Pals with strange names remembered
Tue, 11/15/2005
I got a compact disc in the mail this week with a collection of songs done by a small band in Oregon.
It is a band led by Pat George, a gifted jazz pianist who can also play Dixieland or pop standards, backed by his daughter on vocals and some other musicians.
The most important musician to me is the drummer in the group, Rick Ledoux, grandson of Bernie Ledoux. Bernie was a neighbor kid when I was 13 in Portland, Oregon. He and his brother, Joe, and cousin Poose played a lot of touch football in front of our house with me and my brother Russell. That was back in 1933, the epicenter of the Great Depression, but we didn't care about that.
So what if our beat-up football had a bladder problem. We just stuffed it with rags and played on. It worked okay, but was hard to throw a pass.
Son Mike, who grew up listening to me tell stories of my youth, never believed me when I said I actually knew a kid named Poose Ledoux. But this summer, traveling the Oregon coast highway, he happened to stop at a roadside inn in the tiny town of Yachats (pronounced ya' hots).
Even before he walked in, he could hear a hot jazz group wailing on the bandstand and the crowd clapping happily after every tune. Then, on a flyer at his table, he spotted the name Ledoux, and out of curiosity started asking questions.
The vocalist, who sounds like a cross between Jo Stafford and Rosemary Clooney, told him that Rick Ledoux did grow up in Portland, and might be related to my old football pals. So Mike bought the disc for me.
The music is easy listening stuff like Teach Me Tonight and 10 or so other ballads of the '40s and '50s. I love it. My kind of music. But it also brought back those years in the street in front of 550 North Simpson in Portland.
Poose wasn't the only kid on our street with a memorable name. There was also Alfred Bomber, whose father had a job so he wore sneakers that always looked clean, if not new. And Carl Clogston, whose mother was Christian Scientist and would not take Carl to a doctor even after he tripped on the Macadam street and broke his wrist.
And there was Sodie Lonergan, who always had a nickel or two and sometimes came by eating a Popsicle and wanting to get in the game. He would lay his goody on the curb and it always melted. What a terrible waste. And I can't forget Ronnie Slotboom.

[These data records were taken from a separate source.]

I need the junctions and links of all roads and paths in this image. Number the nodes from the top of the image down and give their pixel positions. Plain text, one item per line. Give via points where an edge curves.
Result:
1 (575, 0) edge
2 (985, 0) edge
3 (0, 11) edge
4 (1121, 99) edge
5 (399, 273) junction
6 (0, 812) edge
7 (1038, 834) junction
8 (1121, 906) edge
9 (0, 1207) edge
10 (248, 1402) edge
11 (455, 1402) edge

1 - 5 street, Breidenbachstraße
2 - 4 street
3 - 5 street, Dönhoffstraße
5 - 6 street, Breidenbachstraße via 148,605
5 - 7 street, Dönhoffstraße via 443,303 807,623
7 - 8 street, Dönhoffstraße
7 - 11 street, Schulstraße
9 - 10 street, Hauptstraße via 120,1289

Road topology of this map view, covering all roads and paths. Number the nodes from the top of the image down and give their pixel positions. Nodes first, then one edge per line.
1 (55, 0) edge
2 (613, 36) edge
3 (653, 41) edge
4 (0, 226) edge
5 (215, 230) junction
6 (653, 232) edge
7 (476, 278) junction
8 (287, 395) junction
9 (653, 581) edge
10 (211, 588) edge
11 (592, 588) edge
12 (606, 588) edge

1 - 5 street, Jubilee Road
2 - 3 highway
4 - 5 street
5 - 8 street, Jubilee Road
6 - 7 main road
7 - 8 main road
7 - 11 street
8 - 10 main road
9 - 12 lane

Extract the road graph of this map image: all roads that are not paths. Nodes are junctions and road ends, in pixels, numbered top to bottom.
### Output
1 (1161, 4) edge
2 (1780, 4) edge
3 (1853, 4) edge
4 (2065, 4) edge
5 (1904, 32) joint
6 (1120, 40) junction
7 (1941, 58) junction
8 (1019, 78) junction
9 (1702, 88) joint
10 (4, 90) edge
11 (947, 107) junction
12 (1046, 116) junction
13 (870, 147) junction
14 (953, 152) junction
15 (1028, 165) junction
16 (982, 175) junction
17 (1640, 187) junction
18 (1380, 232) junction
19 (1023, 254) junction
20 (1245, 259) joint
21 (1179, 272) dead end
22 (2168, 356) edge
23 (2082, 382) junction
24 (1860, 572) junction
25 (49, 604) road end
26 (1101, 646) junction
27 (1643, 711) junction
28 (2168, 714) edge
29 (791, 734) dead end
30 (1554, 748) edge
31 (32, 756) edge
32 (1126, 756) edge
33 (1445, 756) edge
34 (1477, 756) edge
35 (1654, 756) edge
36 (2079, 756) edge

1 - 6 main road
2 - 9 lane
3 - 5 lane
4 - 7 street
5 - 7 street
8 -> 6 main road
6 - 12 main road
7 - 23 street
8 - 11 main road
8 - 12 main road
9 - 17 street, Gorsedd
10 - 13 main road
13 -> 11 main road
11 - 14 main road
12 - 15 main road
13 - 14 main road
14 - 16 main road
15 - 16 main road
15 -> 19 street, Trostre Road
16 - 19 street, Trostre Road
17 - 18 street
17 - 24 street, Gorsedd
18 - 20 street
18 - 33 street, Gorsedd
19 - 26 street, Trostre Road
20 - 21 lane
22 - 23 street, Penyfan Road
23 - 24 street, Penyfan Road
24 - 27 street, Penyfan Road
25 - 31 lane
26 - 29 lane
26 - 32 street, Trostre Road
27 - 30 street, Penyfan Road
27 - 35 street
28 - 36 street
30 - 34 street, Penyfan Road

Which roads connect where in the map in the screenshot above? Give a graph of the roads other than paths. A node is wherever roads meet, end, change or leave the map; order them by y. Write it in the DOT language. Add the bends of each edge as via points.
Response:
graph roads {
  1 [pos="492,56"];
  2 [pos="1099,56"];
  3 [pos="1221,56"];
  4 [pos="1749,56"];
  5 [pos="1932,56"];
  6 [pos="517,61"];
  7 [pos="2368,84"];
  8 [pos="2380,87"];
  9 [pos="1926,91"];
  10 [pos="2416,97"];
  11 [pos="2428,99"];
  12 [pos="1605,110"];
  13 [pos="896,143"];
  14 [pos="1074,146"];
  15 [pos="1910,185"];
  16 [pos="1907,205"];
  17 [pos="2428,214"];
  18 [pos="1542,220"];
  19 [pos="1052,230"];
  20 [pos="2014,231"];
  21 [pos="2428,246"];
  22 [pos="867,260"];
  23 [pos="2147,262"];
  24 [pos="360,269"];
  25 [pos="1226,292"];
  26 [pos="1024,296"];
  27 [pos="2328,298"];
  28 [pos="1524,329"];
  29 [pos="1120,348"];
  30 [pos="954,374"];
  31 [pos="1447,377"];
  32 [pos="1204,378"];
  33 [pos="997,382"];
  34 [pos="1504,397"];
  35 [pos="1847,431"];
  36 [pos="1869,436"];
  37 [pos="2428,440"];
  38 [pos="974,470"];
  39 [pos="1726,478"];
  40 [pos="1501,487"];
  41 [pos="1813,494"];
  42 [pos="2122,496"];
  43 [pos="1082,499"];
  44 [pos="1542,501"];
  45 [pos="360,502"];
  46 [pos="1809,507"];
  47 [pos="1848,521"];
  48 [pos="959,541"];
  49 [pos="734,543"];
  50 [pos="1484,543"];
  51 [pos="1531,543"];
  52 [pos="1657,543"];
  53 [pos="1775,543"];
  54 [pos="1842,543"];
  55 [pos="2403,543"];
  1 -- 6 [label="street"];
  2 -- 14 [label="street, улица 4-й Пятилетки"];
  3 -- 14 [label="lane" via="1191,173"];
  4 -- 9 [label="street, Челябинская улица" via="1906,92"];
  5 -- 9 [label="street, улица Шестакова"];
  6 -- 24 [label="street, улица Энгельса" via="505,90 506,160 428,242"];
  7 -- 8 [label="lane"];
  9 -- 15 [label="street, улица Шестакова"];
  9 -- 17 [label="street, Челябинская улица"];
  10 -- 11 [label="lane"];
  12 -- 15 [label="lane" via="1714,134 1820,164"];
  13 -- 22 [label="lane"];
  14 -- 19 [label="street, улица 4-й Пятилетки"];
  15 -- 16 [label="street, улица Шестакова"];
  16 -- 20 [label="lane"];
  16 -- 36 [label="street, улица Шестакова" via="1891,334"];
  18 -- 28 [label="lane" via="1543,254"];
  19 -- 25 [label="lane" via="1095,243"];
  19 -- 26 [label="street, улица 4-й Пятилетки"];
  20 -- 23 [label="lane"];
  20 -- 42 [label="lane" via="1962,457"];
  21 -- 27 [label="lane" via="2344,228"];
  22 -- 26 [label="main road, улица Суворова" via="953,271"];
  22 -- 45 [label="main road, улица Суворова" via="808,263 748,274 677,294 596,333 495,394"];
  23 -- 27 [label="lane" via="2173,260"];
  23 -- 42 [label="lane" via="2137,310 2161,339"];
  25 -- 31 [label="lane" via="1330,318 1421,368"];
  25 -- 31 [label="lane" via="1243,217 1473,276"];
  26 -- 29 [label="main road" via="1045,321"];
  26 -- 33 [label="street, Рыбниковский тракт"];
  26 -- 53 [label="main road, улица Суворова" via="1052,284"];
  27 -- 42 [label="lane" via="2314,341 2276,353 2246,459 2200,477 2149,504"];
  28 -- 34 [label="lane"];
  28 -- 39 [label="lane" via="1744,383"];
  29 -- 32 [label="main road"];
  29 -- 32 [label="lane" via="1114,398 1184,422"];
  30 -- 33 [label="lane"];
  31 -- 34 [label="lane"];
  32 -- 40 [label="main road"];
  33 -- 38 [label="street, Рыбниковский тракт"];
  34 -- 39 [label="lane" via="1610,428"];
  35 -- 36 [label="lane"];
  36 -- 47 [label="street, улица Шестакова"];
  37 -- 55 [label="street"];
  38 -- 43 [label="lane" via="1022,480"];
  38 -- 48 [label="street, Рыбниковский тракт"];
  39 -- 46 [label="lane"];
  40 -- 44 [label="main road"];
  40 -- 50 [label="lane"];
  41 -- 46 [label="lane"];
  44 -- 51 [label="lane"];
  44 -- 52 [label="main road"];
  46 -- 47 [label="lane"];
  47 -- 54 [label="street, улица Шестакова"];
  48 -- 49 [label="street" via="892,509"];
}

His Dad was a contractor so they must have had lots of food because (sorry, Ronnie) he was fat as a hog and not very fast, but a great lineman because he was too big to block out of the way.
Bernie Ledoux's Dad was an electrician for a company called Poppleton. I always liked that name. One day I came home from Sunday school and we got a game up and Carl Clogston knocked me over and ripped my Sunday corduroy pants. Brother Russell got hot and smacked Carl and got a bloody nose in return. Then Russ put Carl in his dreaded Indian Head Lock and Carl went limp so Russ sat on him and let his nose drip blood on his face.
If I had just changed my pants like Mom told me to, it would never have happened, but I didn't and have been feeling guilty about it ever since. Sorry, Carl.